All pictures are to be excluded when the data below is output verbatim.

Dataset entries:
- - -

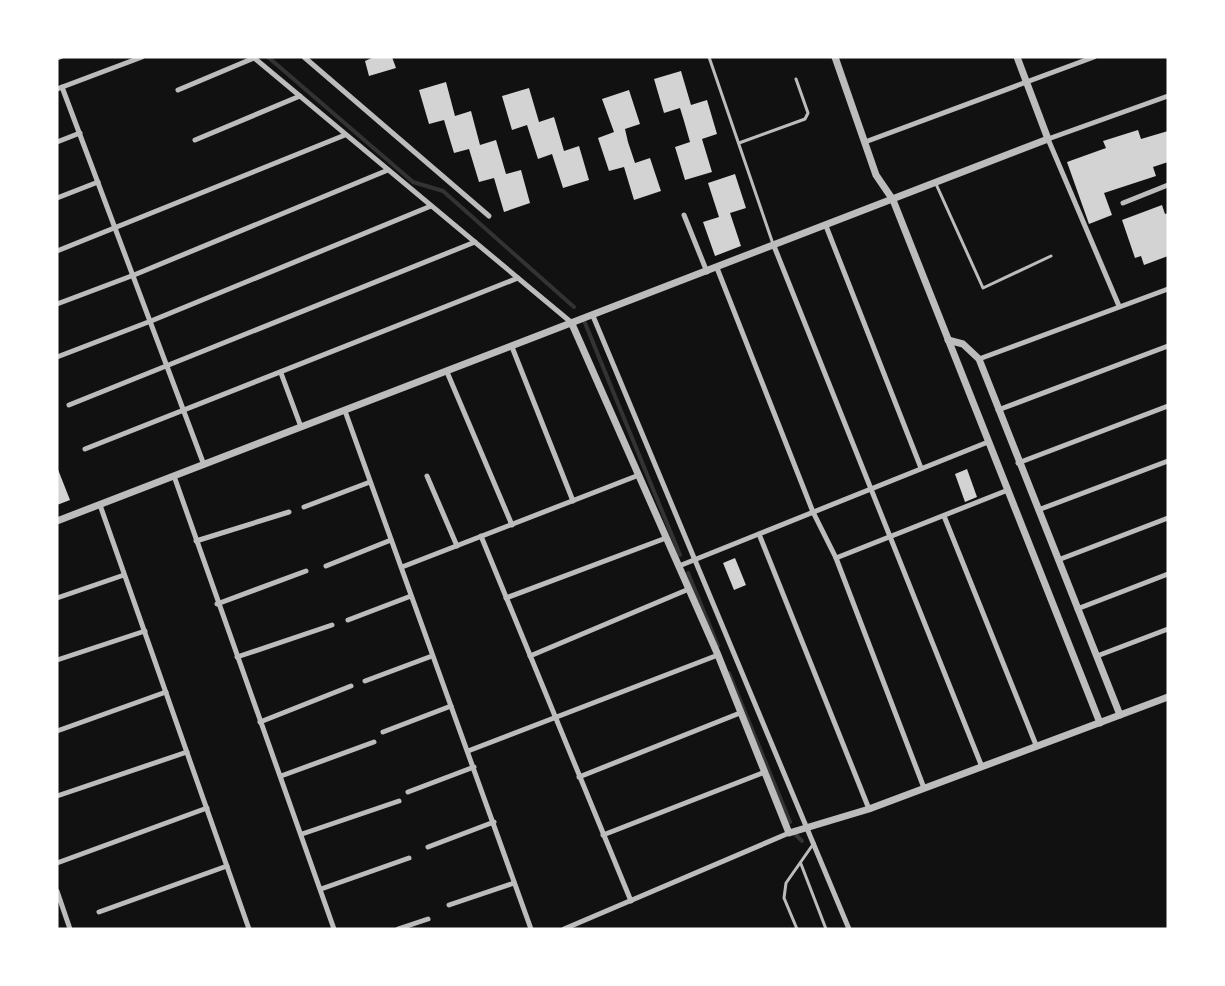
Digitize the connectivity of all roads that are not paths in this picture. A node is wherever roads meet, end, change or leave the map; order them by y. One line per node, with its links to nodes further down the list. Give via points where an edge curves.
1 (62, 57): 9 (lane)
2 (142, 57): 12 (street)
3 (253, 57): 13 (street); 14 (street)
4 (304, 57): 32 (street)
5 (709, 57): 22 (lane)
6 (835, 57): 21 (street)
7 (1017, 57): 11 (street)
8 (1094, 57): 11 (street)
9 (57, 59)
10 (796, 79): 22 (lane, via 808,113 805,119)
11 (1027, 82): 18 (street); 21 (street)
12 (59, 88): 16 (street)
13 (178, 90)
14 (300, 96): 17 (street); 19 (street)
15 (1168, 96): 18 (street)
16 (80, 133): 20 (street); 24 (street)
17 (345, 135): 23 (street); 34 (street)
18 (1048, 139): 25 (street); 45 (street)
19 (195, 140)
20 (57, 142)
21 (865, 142): 28 (street, via 876,175)
22 (739, 143): 36 (lane)
23 (388, 170): 30 (street); 41 (street)
24 (98, 182): 27 (street); 34 (street)
25 (936, 184): 28 (street); 38 (lane, via 982,288)
26 (1168, 185): 29 (street)
27 (57, 198)
28 (893, 200): 33 (street); 49 (street)
29 (1123, 203)
30 (431, 206): 35 (street); 47 (street)
31 (684, 215): 40 (street)
32 (489, 216)
33 (826, 226): 36 (street); 68 (street)
34 (114, 229): 37 (street); 41 (street)
35 (475, 242): 42 (street); 54 (street)
36 (774, 246): 39 (street); 73 (street)
37 (57, 251)
38 (1051, 256)
39 (717, 268): 40 (street); 80 (street)
40 (707, 272): 46 (street)
41 (134, 275): 44 (street); 47 (street)
42 (518, 278): 48 (street); 56 (street)
43 (1168, 290): 45 (street)
44 (57, 304)
45 (1119, 306): 53 (street)
46 (592, 316): 48 (street); 93 (street)
47 (151, 321): 52 (street); 54 (street)
48 (572, 324): 51 (street); 71 (street)
49 (948, 340): 53 (street, via 963,344); 63 (street)
50 (1168, 346): 59 (street)
51 (512, 347): 55 (street); 75 (street)
52 (57, 357)
53 (979, 359): 59 (street)
54 (168, 365): 57 (street); 60 (street)
55 (447, 372): 61 (street); 84 (street)
56 (281, 373): 60 (street); 62 (street)
57 (69, 405)
58 (1168, 406): 66 (street)
59 (998, 410): 66 (street)
60 (184, 411): 64 (street); 67 (street)
61 (345, 411): 62 (street); 72 (street)
62 (301, 427): 67 (street)
63 (988, 442): 68 (street); 74 (street)
64 (85, 449)
65 (1168, 461): 78 (street)
66 (1018, 464): 78 (street)
67 (204, 465): 69 (street)
68 (921, 468): 73 (street)
69 (174, 476): 76 (street); 90 (street)
70 (427, 476): 91 (street)
71 (639, 476): 75 (street); 88 (street)
72 (370, 482): 77 (street); 89 (street)
73 (873, 488): 80 (street); 87 (street)
74 (1008, 490): 81 (street); 126 (street)
75 (573, 501): 84 (street)
76 (100, 505): 83 (street); 100 (street)
77 (304, 507)
78 (1037, 510): 94 (street)
79 (289, 512): 90 (street)
80 (813, 512): 85 (street); 92 (street)
81 (944, 516): 87 (street); 130 (street)
82 (1168, 518): 94 (street)
83 (57, 521)
84 (512, 525): 86 (street)
85 (759, 534): 93 (street); 143 (street)
86 (481, 536): 91 (street); 104 (street)
87 (891, 537): 92 (street); 134 (street)
88 (666, 538): 97 (street); 104 (street)
89 (391, 540): 95 (street); 96 (street)
90 (196, 541): 105 (street)
91 (457, 546): 96 (street)
92 (836, 558): 138 (street)
93 (696, 560): 97 (street); 145 (street)
94 (1057, 561): 106 (street)
95 (326, 566)
96 (402, 567): 102 (street)
97 (679, 567): 101 (street)
98 (306, 571): 105 (street)
99 (1168, 574): 106 (street)
100 (124, 575): 103 (street); 110 (street)
101 (689, 589): 111 (street); 113 (street)
102 (411, 596): 107 (street); 112 (street)
103 (57, 598)
104 (506, 598): 113 (street)
105 (217, 604): 115 (street)
106 (1077, 609): 114 (street)
107 (348, 620)
108 (332, 624): 115 (street)
109 (1168, 628): 114 (street)
110 (145, 632): 116 (street); 119 (street)
111 (718, 655): 122 (street); 124 (street)
112 (432, 656): 117 (street); 121 (street)
113 (530, 656): 124 (street)
114 (1097, 656): 123 (street)
115 (237, 657): 125 (street)
116 (57, 660)
117 (365, 681)
118 (351, 686): 125 (street)
119 (166, 692): 127 (street); 132 (street)
120 (1168, 697): 123 (street)
121 (451, 706): 128 (street); 131 (street)
122 (740, 713): 135 (street); 137 (street)
123 (1119, 715): 126 (street)
124 (555, 718): 131 (street); 137 (street)
125 (260, 722): 136 (street)
126 (1100, 723): 130 (street)
127 (57, 731)
128 (383, 732)
129 (374, 742): 136 (street)
130 (1036, 746): 134 (street)
131 (468, 751): 133 (street)
132 (187, 752): 140 (street); 142 (street)
133 (474, 767): 139 (street); 144 (street)
134 (982, 767): 138 (street)
135 (765, 772): 146 (street); 148 (street)
136 (281, 776): 147 (street)
137 (579, 777): 148 (street)
138 (924, 788): 143 (street)
139 (408, 792)
140 (57, 795)
141 (399, 801): 147 (street)
142 (207, 808): 152 (street); 154 (street)
143 (869, 809): 145 (street)
144 (494, 822): 150 (street); 155 (street)
145 (808, 828): 146 (street); 149 (street)
146 (789, 833): 158 (street)
147 (302, 834): 156 (street)
148 (603, 835): 158 (street)
149 (814, 843): 153 (lane); 170 (street)
150 (428, 847)
151 (409, 858): 156 (street)
152 (57, 862)
153 (801, 864): 168 (lane, via 786,884 784,898); 169 (lane)
154 (227, 866): 160 (street); 162 (street)
155 (514, 883): 159 (street); 166 (street)
156 (321, 889): 164 (street)
157 (57, 891): 163 (street)
158 (631, 901): 167 (street)
159 (449, 905)
160 (99, 912)
161 (428, 919): 165 (street)
162 (247, 928)
163 (70, 929)
164 (334, 929)
165 (398, 929)
166 (531, 929)
167 (564, 929)
168 (796, 929)
169 (826, 929)
170 (849, 929)

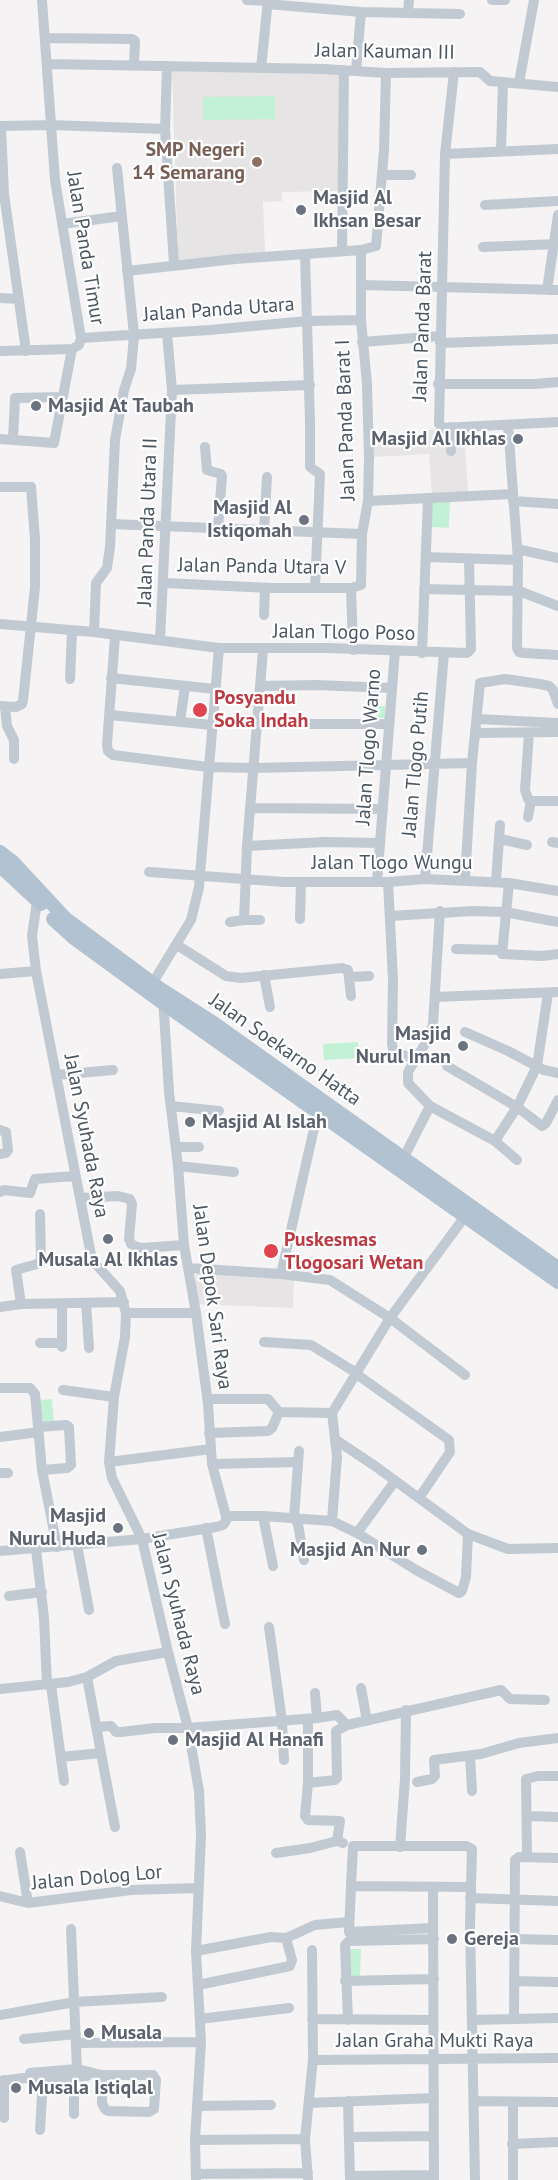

- - -

• [THE ANSWER]:
Digitize the connectivity of all roads that are not paths in this picture. A node is wherever roads meet, end, change or leave the map; order them by y. One line per node, with its links to nodes further down the list. Give via points where an edge curves.
1 (62, 57): 9 (lane)
2 (142, 57): 12 (street)
3 (253, 57): 13 (street); 14 (street)
4 (304, 57): 32 (street)
5 (709, 57): 22 (lane)
6 (835, 57): 21 (street)
7 (1017, 57): 11 (street)
8 (1094, 57): 11 (street)
9 (57, 59)
10 (796, 79): 22 (lane, via 808,113 805,119)
11 (1027, 82): 18 (street); 21 (street)
12 (59, 88): 16 (street)
13 (178, 90)
14 (300, 96): 17 (street); 19 (street)
15 (1168, 96): 18 (street)
16 (80, 133): 20 (street); 24 (street)
17 (345, 135): 23 (street); 34 (street)
18 (1048, 139): 25 (street); 45 (street)
19 (195, 140)
20 (57, 142)
21 (865, 142): 28 (street, via 876,175)
22 (739, 143): 36 (lane)
23 (388, 170): 30 (street); 41 (street)
24 (98, 182): 27 (street); 34 (street)
25 (936, 184): 28 (street); 38 (lane, via 982,288)
26 (1168, 185): 29 (street)
27 (57, 198)
28 (893, 200): 33 (street); 49 (street)
29 (1123, 203)
30 (431, 206): 35 (street); 47 (street)
31 (684, 215): 40 (street)
32 (489, 216)
33 (826, 226): 36 (street); 68 (street)
34 (114, 229): 37 (street); 41 (street)
35 (475, 242): 42 (street); 54 (street)
36 (774, 246): 39 (street); 73 (street)
37 (57, 251)
38 (1051, 256)
39 (717, 268): 40 (street); 80 (street)
40 (707, 272): 46 (street)
41 (134, 275): 44 (street); 47 (street)
42 (518, 278): 48 (street); 56 (street)
43 (1168, 290): 45 (street)
44 (57, 304)
45 (1119, 306): 53 (street)
46 (592, 316): 48 (street); 93 (street)
47 (151, 321): 52 (street); 54 (street)
48 (572, 324): 51 (street); 71 (street)
49 (948, 340): 53 (street, via 963,344); 63 (street)
50 (1168, 346): 59 (street)
51 (512, 347): 55 (street); 75 (street)
52 (57, 357)
53 (979, 359): 59 (street)
54 (168, 365): 57 (street); 60 (street)
55 (447, 372): 61 (street); 84 (street)
56 (281, 373): 60 (street); 62 (street)
57 (69, 405)
58 (1168, 406): 66 (street)
59 (998, 410): 66 (street)
60 (184, 411): 64 (street); 67 (street)
61 (345, 411): 62 (street); 72 (street)
62 (301, 427): 67 (street)
63 (988, 442): 68 (street); 74 (street)
64 (85, 449)
65 (1168, 461): 78 (street)
66 (1018, 464): 78 (street)
67 (204, 465): 69 (street)
68 (921, 468): 73 (street)
69 (174, 476): 76 (street); 90 (street)
70 (427, 476): 91 (street)
71 (639, 476): 75 (street); 88 (street)
72 (370, 482): 77 (street); 89 (street)
73 (873, 488): 80 (street); 87 (street)
74 (1008, 490): 81 (street); 126 (street)
75 (573, 501): 84 (street)
76 (100, 505): 83 (street); 100 (street)
77 (304, 507)
78 (1037, 510): 94 (street)
79 (289, 512): 90 (street)
80 (813, 512): 85 (street); 92 (street)
81 (944, 516): 87 (street); 130 (street)
82 (1168, 518): 94 (street)
83 (57, 521)
84 (512, 525): 86 (street)
85 (759, 534): 93 (street); 143 (street)
86 (481, 536): 91 (street); 104 (street)
87 (891, 537): 92 (street); 134 (street)
88 (666, 538): 97 (street); 104 (street)
89 (391, 540): 95 (street); 96 (street)
90 (196, 541): 105 (street)
91 (457, 546): 96 (street)
92 (836, 558): 138 (street)
93 (696, 560): 97 (street); 145 (street)
94 (1057, 561): 106 (street)
95 (326, 566)
96 (402, 567): 102 (street)
97 (679, 567): 101 (street)
98 (306, 571): 105 (street)
99 (1168, 574): 106 (street)
100 (124, 575): 103 (street); 110 (street)
101 (689, 589): 111 (street); 113 (street)
102 (411, 596): 107 (street); 112 (street)
103 (57, 598)
104 (506, 598): 113 (street)
105 (217, 604): 115 (street)
106 (1077, 609): 114 (street)
107 (348, 620)
108 (332, 624): 115 (street)
109 (1168, 628): 114 (street)
110 (145, 632): 116 (street); 119 (street)
111 (718, 655): 122 (street); 124 (street)
112 (432, 656): 117 (street); 121 (street)
113 (530, 656): 124 (street)
114 (1097, 656): 123 (street)
115 (237, 657): 125 (street)
116 (57, 660)
117 (365, 681)
118 (351, 686): 125 (street)
119 (166, 692): 127 (street); 132 (street)
120 (1168, 697): 123 (street)
121 (451, 706): 128 (street); 131 (street)
122 (740, 713): 135 (street); 137 (street)
123 (1119, 715): 126 (street)
124 (555, 718): 131 (street); 137 (street)
125 (260, 722): 136 (street)
126 (1100, 723): 130 (street)
127 (57, 731)
128 (383, 732)
129 (374, 742): 136 (street)
130 (1036, 746): 134 (street)
131 (468, 751): 133 (street)
132 (187, 752): 140 (street); 142 (street)
133 (474, 767): 139 (street); 144 (street)
134 (982, 767): 138 (street)
135 (765, 772): 146 (street); 148 (street)
136 (281, 776): 147 (street)
137 (579, 777): 148 (street)
138 (924, 788): 143 (street)
139 (408, 792)
140 (57, 795)
141 (399, 801): 147 (street)
142 (207, 808): 152 (street); 154 (street)
143 (869, 809): 145 (street)
144 (494, 822): 150 (street); 155 (street)
145 (808, 828): 146 (street); 149 (street)
146 (789, 833): 158 (street)
147 (302, 834): 156 (street)
148 (603, 835): 158 (street)
149 (814, 843): 153 (lane); 170 (street)
150 (428, 847)
151 (409, 858): 156 (street)
152 (57, 862)
153 (801, 864): 168 (lane, via 786,884 784,898); 169 (lane)
154 (227, 866): 160 (street); 162 (street)
155 (514, 883): 159 (street); 166 (street)
156 (321, 889): 164 (street)
157 (57, 891): 163 (street)
158 (631, 901): 167 (street)
159 (449, 905)
160 (99, 912)
161 (428, 919): 165 (street)
162 (247, 928)
163 (70, 929)
164 (334, 929)
165 (398, 929)
166 (531, 929)
167 (564, 929)
168 (796, 929)
169 (826, 929)
170 (849, 929)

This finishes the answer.